EXERCISE
Find and copy the lines in the records beneath this task that contain the word "Tipo".

DATASET EXTRACT
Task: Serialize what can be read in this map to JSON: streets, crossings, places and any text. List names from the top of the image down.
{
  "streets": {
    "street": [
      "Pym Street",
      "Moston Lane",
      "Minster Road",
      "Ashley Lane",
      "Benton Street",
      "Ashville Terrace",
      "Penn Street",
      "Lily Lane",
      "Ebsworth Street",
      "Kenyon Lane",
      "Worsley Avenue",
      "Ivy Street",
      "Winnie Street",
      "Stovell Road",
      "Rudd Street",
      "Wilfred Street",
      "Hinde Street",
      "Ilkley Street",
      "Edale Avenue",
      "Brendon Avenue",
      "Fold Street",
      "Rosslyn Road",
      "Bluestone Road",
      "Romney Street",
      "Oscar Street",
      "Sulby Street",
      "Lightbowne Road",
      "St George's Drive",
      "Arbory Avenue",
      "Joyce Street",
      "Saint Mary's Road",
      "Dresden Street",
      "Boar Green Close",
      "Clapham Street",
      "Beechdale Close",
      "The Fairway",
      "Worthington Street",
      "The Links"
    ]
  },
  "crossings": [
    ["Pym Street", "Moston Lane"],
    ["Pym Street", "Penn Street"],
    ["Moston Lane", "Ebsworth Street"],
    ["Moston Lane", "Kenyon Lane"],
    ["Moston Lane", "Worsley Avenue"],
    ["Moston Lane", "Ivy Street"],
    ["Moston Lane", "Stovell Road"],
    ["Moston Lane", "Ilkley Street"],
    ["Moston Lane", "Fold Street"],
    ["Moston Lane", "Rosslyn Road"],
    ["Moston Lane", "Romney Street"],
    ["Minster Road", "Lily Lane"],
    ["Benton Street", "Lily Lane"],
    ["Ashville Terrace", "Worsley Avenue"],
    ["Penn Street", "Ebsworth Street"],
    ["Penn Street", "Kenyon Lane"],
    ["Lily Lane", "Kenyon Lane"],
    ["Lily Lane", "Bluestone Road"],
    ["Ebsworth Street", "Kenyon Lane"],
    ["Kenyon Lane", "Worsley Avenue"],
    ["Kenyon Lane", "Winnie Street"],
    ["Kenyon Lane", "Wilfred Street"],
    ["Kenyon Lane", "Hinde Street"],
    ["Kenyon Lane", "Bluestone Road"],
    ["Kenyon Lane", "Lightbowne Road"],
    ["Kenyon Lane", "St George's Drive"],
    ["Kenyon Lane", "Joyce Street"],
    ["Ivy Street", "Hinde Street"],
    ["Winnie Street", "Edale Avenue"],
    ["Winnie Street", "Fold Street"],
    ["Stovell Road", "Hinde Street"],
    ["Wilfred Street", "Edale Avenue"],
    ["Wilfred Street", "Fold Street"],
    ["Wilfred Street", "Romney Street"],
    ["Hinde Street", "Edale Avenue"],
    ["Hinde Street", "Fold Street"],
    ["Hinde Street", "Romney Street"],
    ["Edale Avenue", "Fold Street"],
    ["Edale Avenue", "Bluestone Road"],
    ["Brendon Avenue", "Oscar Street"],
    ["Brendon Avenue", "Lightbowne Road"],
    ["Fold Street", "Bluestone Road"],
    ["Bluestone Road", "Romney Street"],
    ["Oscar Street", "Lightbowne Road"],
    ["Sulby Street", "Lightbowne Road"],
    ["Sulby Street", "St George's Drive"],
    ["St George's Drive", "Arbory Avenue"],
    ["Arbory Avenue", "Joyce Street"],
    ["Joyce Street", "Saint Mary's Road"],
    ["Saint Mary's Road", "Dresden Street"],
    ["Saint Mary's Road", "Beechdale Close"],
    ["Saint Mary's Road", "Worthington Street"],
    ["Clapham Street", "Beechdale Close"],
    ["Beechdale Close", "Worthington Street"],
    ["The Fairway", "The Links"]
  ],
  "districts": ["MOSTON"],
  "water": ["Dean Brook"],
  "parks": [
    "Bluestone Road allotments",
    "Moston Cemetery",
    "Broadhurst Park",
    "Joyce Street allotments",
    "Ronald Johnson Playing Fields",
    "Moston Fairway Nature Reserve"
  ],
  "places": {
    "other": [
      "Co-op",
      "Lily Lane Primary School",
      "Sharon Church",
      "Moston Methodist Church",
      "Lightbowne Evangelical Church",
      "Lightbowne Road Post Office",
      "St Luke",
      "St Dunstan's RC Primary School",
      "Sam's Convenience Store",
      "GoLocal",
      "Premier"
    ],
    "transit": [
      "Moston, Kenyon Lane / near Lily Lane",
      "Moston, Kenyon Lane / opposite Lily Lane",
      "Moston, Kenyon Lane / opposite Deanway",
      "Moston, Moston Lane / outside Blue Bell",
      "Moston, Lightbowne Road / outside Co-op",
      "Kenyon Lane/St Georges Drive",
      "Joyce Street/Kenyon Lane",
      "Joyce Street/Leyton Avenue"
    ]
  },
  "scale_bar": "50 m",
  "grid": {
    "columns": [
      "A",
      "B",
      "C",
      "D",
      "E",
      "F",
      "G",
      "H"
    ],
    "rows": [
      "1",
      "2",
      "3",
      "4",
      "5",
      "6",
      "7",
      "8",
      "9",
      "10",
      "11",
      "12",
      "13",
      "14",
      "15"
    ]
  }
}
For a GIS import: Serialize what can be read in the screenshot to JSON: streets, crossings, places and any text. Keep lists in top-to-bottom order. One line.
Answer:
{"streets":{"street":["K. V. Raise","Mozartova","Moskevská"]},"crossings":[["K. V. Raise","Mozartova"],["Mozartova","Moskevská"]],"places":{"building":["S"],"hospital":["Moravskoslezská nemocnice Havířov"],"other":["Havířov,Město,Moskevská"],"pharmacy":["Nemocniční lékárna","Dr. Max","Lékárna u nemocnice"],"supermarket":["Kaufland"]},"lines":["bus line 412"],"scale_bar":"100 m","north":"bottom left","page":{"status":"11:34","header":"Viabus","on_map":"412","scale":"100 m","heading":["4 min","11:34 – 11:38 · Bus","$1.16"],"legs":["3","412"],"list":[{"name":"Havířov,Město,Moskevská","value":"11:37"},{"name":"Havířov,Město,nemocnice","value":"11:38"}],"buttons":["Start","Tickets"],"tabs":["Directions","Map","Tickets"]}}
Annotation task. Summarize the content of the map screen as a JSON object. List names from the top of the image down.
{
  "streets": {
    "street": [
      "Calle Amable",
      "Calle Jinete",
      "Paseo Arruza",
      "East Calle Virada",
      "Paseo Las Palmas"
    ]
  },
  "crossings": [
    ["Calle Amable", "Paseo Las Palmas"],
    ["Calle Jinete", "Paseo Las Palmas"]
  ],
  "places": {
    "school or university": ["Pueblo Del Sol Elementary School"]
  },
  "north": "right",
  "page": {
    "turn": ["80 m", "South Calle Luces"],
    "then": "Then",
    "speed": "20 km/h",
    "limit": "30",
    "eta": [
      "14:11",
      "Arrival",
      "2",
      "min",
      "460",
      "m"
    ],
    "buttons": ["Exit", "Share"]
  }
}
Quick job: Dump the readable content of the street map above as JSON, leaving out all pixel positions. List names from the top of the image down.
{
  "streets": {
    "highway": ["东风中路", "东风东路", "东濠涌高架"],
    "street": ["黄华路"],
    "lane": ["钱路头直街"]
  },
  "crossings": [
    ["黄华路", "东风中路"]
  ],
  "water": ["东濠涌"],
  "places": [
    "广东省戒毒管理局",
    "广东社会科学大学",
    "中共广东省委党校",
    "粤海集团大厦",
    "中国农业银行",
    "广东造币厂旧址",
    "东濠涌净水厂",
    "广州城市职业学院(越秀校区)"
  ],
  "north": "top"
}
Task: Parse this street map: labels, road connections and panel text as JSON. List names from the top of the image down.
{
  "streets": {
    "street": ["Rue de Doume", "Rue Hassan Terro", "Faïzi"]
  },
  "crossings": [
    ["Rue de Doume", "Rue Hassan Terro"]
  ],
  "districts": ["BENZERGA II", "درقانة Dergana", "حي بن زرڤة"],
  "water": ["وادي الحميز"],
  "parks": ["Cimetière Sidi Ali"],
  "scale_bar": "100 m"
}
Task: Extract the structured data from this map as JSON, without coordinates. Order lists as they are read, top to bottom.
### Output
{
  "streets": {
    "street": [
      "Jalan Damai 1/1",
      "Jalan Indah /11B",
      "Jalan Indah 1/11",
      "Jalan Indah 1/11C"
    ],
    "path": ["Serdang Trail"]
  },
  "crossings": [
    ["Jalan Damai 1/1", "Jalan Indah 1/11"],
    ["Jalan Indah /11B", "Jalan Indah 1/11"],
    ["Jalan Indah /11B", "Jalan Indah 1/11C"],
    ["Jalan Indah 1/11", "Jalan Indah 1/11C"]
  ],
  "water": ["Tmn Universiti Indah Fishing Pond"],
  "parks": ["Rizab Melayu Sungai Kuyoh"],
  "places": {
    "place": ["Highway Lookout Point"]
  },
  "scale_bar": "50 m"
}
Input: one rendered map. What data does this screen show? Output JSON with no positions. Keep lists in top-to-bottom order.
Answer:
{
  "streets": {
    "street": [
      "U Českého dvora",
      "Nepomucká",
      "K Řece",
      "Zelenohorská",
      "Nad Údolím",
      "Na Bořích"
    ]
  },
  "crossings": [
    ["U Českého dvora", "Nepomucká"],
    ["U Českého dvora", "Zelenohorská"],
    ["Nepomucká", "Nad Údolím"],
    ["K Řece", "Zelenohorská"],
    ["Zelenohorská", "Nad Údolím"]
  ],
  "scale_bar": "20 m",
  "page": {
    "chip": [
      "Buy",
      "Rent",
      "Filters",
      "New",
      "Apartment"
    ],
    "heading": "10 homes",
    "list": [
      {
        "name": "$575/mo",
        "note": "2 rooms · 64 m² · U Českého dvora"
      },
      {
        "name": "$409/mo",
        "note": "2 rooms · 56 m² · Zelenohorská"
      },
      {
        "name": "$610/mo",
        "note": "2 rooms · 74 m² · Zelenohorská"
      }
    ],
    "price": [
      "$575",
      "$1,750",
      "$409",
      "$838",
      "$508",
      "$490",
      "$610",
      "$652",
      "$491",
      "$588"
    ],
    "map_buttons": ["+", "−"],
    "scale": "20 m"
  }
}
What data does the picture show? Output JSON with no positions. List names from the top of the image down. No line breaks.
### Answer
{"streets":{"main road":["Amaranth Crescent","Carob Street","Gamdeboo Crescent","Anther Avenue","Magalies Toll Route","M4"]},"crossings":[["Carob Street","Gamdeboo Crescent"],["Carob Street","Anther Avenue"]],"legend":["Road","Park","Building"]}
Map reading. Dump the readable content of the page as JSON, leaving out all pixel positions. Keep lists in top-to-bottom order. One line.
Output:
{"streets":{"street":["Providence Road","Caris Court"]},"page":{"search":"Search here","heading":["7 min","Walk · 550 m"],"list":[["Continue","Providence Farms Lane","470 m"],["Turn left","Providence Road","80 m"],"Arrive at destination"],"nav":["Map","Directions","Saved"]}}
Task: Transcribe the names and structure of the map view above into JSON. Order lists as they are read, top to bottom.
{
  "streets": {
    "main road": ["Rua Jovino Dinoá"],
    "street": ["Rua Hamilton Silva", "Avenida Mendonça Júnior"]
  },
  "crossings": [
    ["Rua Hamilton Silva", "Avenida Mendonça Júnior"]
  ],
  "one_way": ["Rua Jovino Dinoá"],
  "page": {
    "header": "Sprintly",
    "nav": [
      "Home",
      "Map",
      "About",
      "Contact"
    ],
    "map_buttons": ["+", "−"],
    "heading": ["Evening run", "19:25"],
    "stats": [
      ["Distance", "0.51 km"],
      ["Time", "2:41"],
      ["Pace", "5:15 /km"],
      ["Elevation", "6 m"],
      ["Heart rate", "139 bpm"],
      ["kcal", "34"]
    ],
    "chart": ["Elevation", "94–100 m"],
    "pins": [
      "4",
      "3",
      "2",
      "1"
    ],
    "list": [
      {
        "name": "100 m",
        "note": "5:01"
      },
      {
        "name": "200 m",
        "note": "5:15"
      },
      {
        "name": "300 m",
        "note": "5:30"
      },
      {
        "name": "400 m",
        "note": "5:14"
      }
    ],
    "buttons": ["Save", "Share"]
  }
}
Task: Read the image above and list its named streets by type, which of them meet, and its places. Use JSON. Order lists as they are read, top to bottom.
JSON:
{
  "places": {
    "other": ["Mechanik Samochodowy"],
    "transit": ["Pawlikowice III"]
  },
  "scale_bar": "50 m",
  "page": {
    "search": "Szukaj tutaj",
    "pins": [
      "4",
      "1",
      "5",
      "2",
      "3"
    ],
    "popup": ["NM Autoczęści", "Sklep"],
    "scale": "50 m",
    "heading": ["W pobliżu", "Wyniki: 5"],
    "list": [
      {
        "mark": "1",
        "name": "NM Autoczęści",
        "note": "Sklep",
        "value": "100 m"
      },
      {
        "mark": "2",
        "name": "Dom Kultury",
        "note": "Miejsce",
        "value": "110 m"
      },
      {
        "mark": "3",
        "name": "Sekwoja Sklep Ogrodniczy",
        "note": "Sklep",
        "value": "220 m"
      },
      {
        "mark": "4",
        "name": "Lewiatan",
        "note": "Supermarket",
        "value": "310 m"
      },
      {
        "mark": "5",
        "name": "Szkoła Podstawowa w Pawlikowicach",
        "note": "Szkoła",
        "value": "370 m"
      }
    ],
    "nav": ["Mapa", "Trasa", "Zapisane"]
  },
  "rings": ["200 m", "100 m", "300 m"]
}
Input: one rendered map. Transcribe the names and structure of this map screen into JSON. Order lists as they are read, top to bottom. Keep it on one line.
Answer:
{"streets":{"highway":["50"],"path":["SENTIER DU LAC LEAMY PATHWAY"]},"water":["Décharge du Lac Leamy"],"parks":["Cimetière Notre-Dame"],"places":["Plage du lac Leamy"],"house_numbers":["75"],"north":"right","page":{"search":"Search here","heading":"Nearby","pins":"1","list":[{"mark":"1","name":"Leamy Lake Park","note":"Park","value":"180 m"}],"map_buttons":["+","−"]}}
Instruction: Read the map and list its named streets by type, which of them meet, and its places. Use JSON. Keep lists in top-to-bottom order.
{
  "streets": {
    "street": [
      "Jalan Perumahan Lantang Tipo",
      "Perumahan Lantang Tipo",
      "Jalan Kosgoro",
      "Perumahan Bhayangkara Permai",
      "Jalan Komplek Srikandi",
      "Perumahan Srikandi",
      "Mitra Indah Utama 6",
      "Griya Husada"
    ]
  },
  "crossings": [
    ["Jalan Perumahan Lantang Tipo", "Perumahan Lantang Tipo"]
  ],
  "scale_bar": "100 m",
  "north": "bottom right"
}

WRITTEN REPLY
      "Jalan Perumahan Lantang Tipo",
      "Perumahan Lantang Tipo",
    ["Jalan Perumahan Lantang Tipo", "Perumahan Lantang Tipo"]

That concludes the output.